Reproduce all the entries exactly.

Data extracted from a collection
==========
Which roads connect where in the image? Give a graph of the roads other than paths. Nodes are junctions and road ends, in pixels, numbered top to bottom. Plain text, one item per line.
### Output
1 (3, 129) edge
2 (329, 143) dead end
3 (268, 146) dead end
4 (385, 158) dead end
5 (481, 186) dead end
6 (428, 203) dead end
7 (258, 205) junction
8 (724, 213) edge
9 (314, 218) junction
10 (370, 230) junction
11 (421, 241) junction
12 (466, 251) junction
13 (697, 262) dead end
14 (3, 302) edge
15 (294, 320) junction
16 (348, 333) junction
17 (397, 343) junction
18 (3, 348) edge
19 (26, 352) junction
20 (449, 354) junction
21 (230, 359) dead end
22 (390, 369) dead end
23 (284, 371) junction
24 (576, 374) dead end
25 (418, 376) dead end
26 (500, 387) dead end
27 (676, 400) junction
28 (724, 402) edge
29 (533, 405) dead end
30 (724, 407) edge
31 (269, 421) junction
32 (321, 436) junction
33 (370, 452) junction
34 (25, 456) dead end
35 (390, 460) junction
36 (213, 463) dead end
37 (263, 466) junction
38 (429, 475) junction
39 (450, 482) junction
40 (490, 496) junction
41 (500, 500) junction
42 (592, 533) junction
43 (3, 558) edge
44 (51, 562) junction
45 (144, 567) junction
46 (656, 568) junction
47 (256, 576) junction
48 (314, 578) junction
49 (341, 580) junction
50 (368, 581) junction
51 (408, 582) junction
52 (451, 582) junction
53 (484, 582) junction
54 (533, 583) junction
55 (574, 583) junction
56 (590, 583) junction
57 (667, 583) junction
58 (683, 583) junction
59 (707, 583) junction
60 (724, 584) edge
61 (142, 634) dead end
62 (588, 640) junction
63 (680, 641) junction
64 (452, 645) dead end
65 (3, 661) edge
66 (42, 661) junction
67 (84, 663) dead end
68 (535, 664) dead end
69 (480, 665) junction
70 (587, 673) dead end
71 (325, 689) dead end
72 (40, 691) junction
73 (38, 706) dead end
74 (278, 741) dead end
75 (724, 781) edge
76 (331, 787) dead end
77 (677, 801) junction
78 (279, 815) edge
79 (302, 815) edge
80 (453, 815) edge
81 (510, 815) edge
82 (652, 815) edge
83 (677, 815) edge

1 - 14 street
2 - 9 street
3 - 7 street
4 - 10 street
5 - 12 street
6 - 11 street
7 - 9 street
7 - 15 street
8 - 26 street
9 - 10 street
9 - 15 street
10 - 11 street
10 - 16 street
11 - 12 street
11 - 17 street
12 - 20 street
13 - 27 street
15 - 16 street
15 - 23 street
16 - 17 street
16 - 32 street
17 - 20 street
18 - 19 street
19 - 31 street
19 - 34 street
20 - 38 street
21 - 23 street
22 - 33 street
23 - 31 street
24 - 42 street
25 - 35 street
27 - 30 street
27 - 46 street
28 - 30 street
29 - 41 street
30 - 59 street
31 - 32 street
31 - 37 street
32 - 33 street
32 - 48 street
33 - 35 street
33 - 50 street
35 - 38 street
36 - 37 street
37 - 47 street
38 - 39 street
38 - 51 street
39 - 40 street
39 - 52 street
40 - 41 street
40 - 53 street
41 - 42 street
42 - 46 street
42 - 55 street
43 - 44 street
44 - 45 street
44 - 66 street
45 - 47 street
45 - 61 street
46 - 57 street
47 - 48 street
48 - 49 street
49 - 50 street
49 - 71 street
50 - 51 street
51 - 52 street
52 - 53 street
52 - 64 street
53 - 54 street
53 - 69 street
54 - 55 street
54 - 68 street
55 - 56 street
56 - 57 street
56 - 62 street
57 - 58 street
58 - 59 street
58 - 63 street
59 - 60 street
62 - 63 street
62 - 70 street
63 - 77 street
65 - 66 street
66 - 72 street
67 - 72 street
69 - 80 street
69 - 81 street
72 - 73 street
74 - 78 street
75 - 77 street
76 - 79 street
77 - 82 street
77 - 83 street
==========
* YOUR RESPONSE:
Which roads connect where in the image? Give a graph of the roads other than paths. Nodes are junctions and road ends, in pixels, numbered top to bottom. Plain text, one item per line.
### Output
1 (3, 129) edge
2 (329, 143) dead end
3 (268, 146) dead end
4 (385, 158) dead end
5 (481, 186) dead end
6 (428, 203) dead end
7 (258, 205) junction
8 (724, 213) edge
9 (314, 218) junction
10 (370, 230) junction
11 (421, 241) junction
12 (466, 251) junction
13 (697, 262) dead end
14 (3, 302) edge
15 (294, 320) junction
16 (348, 333) junction
17 (397, 343) junction
18 (3, 348) edge
19 (26, 352) junction
20 (449, 354) junction
21 (230, 359) dead end
22 (390, 369) dead end
23 (284, 371) junction
24 (576, 374) dead end
25 (418, 376) dead end
26 (500, 387) dead end
27 (676, 400) junction
28 (724, 402) edge
29 (533, 405) dead end
30 (724, 407) edge
31 (269, 421) junction
32 (321, 436) junction
33 (370, 452) junction
34 (25, 456) dead end
35 (390, 460) junction
36 (213, 463) dead end
37 (263, 466) junction
38 (429, 475) junction
39 (450, 482) junction
40 (490, 496) junction
41 (500, 500) junction
42 (592, 533) junction
43 (3, 558) edge
44 (51, 562) junction
45 (144, 567) junction
46 (656, 568) junction
47 (256, 576) junction
48 (314, 578) junction
49 (341, 580) junction
50 (368, 581) junction
51 (408, 582) junction
52 (451, 582) junction
53 (484, 582) junction
54 (533, 583) junction
55 (574, 583) junction
56 (590, 583) junction
57 (667, 583) junction
58 (683, 583) junction
59 (707, 583) junction
60 (724, 584) edge
61 (142, 634) dead end
62 (588, 640) junction
63 (680, 641) junction
64 (452, 645) dead end
65 (3, 661) edge
66 (42, 661) junction
67 (84, 663) dead end
68 (535, 664) dead end
69 (480, 665) junction
70 (587, 673) dead end
71 (325, 689) dead end
72 (40, 691) junction
73 (38, 706) dead end
74 (278, 741) dead end
75 (724, 781) edge
76 (331, 787) dead end
77 (677, 801) junction
78 (279, 815) edge
79 (302, 815) edge
80 (453, 815) edge
81 (510, 815) edge
82 (652, 815) edge
83 (677, 815) edge

1 - 14 street
2 - 9 street
3 - 7 street
4 - 10 street
5 - 12 street
6 - 11 street
7 - 9 street
7 - 15 street
8 - 26 street
9 - 10 street
9 - 15 street
10 - 11 street
10 - 16 street
11 - 12 street
11 - 17 street
12 - 20 street
13 - 27 street
15 - 16 street
15 - 23 street
16 - 17 street
16 - 32 street
17 - 20 street
18 - 19 street
19 - 31 street
19 - 34 street
20 - 38 street
21 - 23 street
22 - 33 street
23 - 31 street
24 - 42 street
25 - 35 street
27 - 30 street
27 - 46 street
28 - 30 street
29 - 41 street
30 - 59 street
31 - 32 street
31 - 37 street
32 - 33 street
32 - 48 street
33 - 35 street
33 - 50 street
35 - 38 street
36 - 37 street
37 - 47 street
38 - 39 street
38 - 51 street
39 - 40 street
39 - 52 street
40 - 41 street
40 - 53 street
41 - 42 street
42 - 46 street
42 - 55 street
43 - 44 street
44 - 45 street
44 - 66 street
45 - 47 street
45 - 61 street
46 - 57 street
47 - 48 street
48 - 49 street
49 - 50 street
49 - 71 street
50 - 51 street
51 - 52 street
52 - 53 street
52 - 64 street
53 - 54 street
53 - 69 street
54 - 55 street
54 - 68 street
55 - 56 street
56 - 57 street
56 - 62 street
57 - 58 street
58 - 59 street
58 - 63 street
59 - 60 street
62 - 63 street
62 - 70 street
63 - 77 street
65 - 66 street
66 - 72 street
67 - 72 street
69 - 80 street
69 - 81 street
72 - 73 street
74 - 78 street
75 - 77 street
76 - 79 street
77 - 82 street
77 - 83 street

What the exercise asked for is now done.